Chapter 16

Chapter Sixteen

ASHER

I wake up to the sound of my watch’s alarm. My arm is crammed under the decorative pillow I’ve confiscated to prop up my head overnight, and the alarm is bloody deafening right next to my ear.

I roll over as best I can. This chaise isn’t meant for sleeping. I hit the button to silence the alarm, then I see the time.

“Shit,” I murmur.

Clearly, it wasn’t loud enough. The damn thing had been beeping for several minutes before I woke up, and now I’m running late.

I get up. The darkness makes it hard to see, but I press on. I rearrange the pillows, fold the blanket I had wrapped around my body, and sprint to the bed just in time to toss it at the foot of the bed and pull the covers back.

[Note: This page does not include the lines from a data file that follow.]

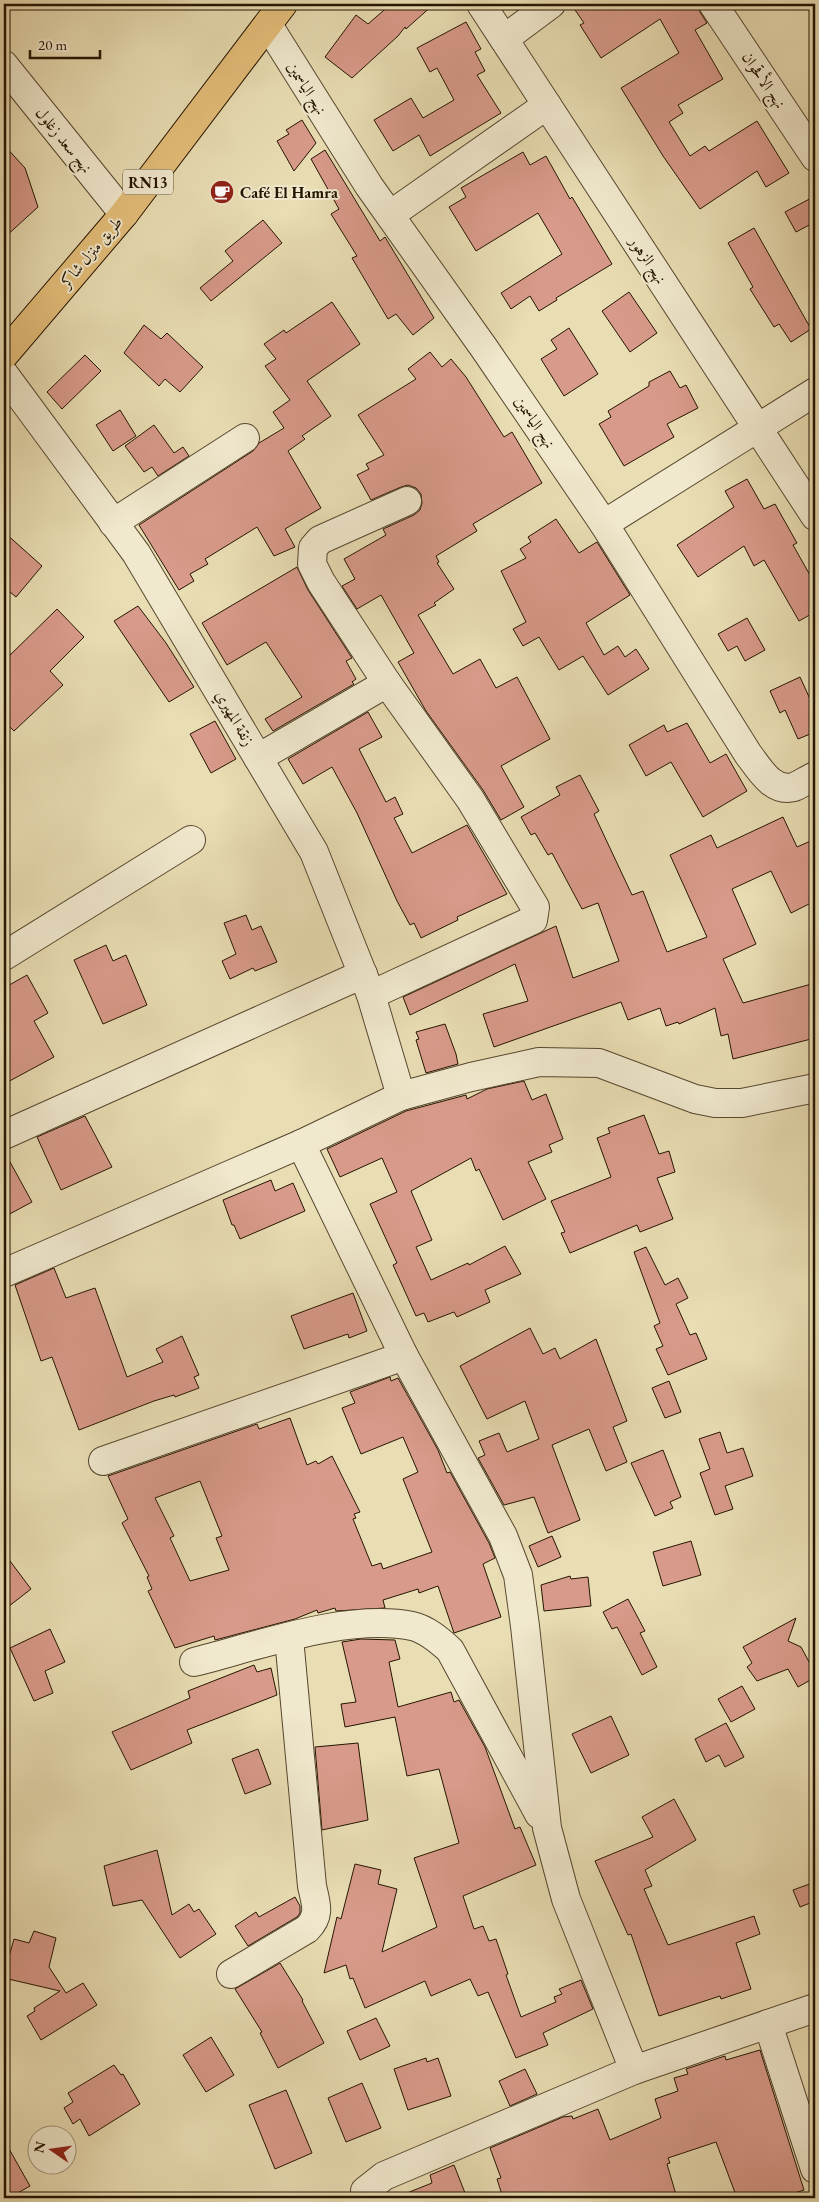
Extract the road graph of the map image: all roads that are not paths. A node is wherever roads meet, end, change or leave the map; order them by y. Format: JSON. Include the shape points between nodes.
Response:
{"nodes":[{"id":1,"x":481,"y":4,"type":"edge"},
{"id":2,"x":551,"y":4,"type":"edge"},
{"id":3,"x":713,"y":4,"type":"edge"},
{"id":4,"x":276,"y":14,"type":"edge"},
{"id":5,"x":504,"y":39,"type":"junction"},
{"id":6,"x":4,"y":65,"type":"edge"},
{"id":7,"x":546,"y":105,"type":"junction"},
{"id":8,"x":815,"y":157,"type":"edge"},
{"id":9,"x":124,"y":214,"type":"junction"},
{"id":10,"x":390,"y":215,"type":"junction"},
{"id":11,"x":4,"y":355,"type":"edge"},
{"id":12,"x":4,"y":374,"type":"edge"},
{"id":13,"x":815,"y":392,"type":"edge"},
{"id":14,"x":758,"y":429,"type":"junction"},
{"id":15,"x":245,"y":438,"type":"dead end"},
{"id":16,"x":407,"y":501,"type":"dead end"},
{"id":17,"x":815,"y":516,"type":"edge"},
{"id":18,"x":113,"y":523,"type":"junction"},
{"id":19,"x":604,"y":524,"type":"junction"},
{"id":20,"x":387,"y":683,"type":"junction"},
{"id":21,"x":258,"y":758,"type":"junction"},
{"id":22,"x":815,"y":776,"type":"edge"},
{"id":23,"x":190,"y":840,"type":"dead end"},
{"id":24,"x":4,"y":956,"type":"edge"},
{"id":25,"x":367,"y":985,"type":"junction"},
{"id":26,"x":815,"y":1088,"type":"edge"},
{"id":27,"x":401,"y":1096,"type":"junction"},
{"id":28,"x":4,"y":1135,"type":"edge"},
{"id":29,"x":300,"y":1144,"type":"junction"},
{"id":30,"x":4,"y":1273,"type":"edge"},
{"id":31,"x":404,"y":1356,"type":"junction"},
{"id":32,"x":103,"y":1461,"type":"dead end"},
{"id":33,"x":288,"y":1638,"type":"junction"},
{"id":34,"x":194,"y":1662,"type":"dead end"},
{"id":35,"x":547,"y":1828,"type":"junction"},
{"id":36,"x":231,"y":1974,"type":"dead end"},
{"id":37,"x":815,"y":2008,"type":"edge"},
{"id":38,"x":768,"y":2024,"type":"junction"},
{"id":39,"x":634,"y":2070,"type":"junction"},
{"id":40,"x":815,"y":2170,"type":"edge"},
{"id":41,"x":365,"y":2198,"type":"edge"}],
"edges":[{"from":1,"to":5,"type":"street","name":"نهج الزهور"},
{"from":2,"to":5,"type":"street"},
{"from":3,"to":8,"type":"street","name":"نهج الأقحوان"},
{"from":4,"to":9,"type":"main road","name":"طريق منزل شاكر","number":"RN13"},
{"from":4,"to":10,"type":"street","name":"نهج الياسمين","via":[[369,186]]},
{"from":5,"to":7,"type":"street","name":"نهج الزهور"},
{"from":6,"to":9,"type":"street","name":"نهج سعد زغلول"},
{"from":7,"to":10,"type":"street"},
{"from":7,"to":14,"type":"street","name":"نهج الزهور"},
{"from":9,"to":11,"type":"main road","name":"طريق منزل شاكر","number":"RN13"},
{"from":10,"to":19,"type":"street","name":"نهج الياسمين"},
{"from":12,"to":18,"type":"street","name":"زنقة المهيري"},
{"from":13,"to":14,"type":"street"},
{"from":14,"to":17,"type":"street","name":"نهج الزهور"},
{"from":14,"to":19,"type":"street"},
{"from":15,"to":18,"type":"street"},
{"from":16,"to":20,"type":"street","via":[[320,540],[311,557],[321,582]]},
{"from":18,"to":21,"type":"street","name":"زنقة المهيري","via":[[136,553]]},
{"from":19,"to":22,"type":"street","name":"نهج الياسمين","via":[[766,778],[778,786],[792,787]]},
{"from":20,"to":21,"type":"street"},
{"from":20,"to":25,"type":"street","via":[[470,799],[535,908],[534,920]]},
{"from":21,"to":25,"type":"street","name":"زنقة المهيري","via":[[314,852]]},
{"from":23,"to":24,"type":"street"},
{"from":25,"to":27,"type":"street","name":"زنقة المهيري"},
{"from":25,"to":28,"type":"street"},
{"from":26,"to":27,"type":"street","via":[[742,1103],[715,1102],[695,1099],[599,1062],[539,1062]]},
{"from":27,"to":29,"type":"street"},
{"from":29,"to":30,"type":"street"},
{"from":29,"to":31,"type":"street"},
{"from":31,"to":32,"type":"street"},
{"from":31,"to":35,"type":"street","via":[[503,1536],[518,1575]]},
{"from":33,"to":34,"type":"street"},
{"from":33,"to":35,"type":"street","via":[[339,1625],[377,1624],[413,1626],[435,1636],[450,1650]]},
{"from":33,"to":36,"type":"street","via":[[312,1886],[318,1911],[314,1922],[306,1929]]},
{"from":35,"to":39,"type":"street","via":[[566,1900]]},
{"from":37,"to":38,"type":"street"},
{"from":38,"to":39,"type":"street"},
{"from":38,"to":40,"type":"street"},
{"from":39,"to":41,"type":"street","via":[[384,2176],[365,2191]]}]}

The door creaks open just as Mercury turns, her sleepy eyes meeting mine. I’ve barely got the sheet pulled over me, my arm still suspiciously raised in the air, so I do the first thing I can think of—I throw my leg over her hip and drop my arm around her waist.

“Oh!” the maid gasps, catching us in what appears to be a compromising position. “I’m so sorry, my lord!”

I look over my shoulder and pull the covers up as if I’m trying to hide any indecencies. “No apology necessary. We just lost track of time. Come back later?”

Her blush could give Mercury a run for its money. “Of course, my lord,” she says, backing out of the room.

By the time she exits, I’m already out of bed. “Sorry,” I say, running a hand through my disheveled hair. “My alarm didn’t wake me in time, and I had to think of something on the fly.”

She’s sitting up now, arms folded around her knees.

Despite all the changes my mother has tried to impose on her out there, in here she’s still the Mercury I remember from the cottage.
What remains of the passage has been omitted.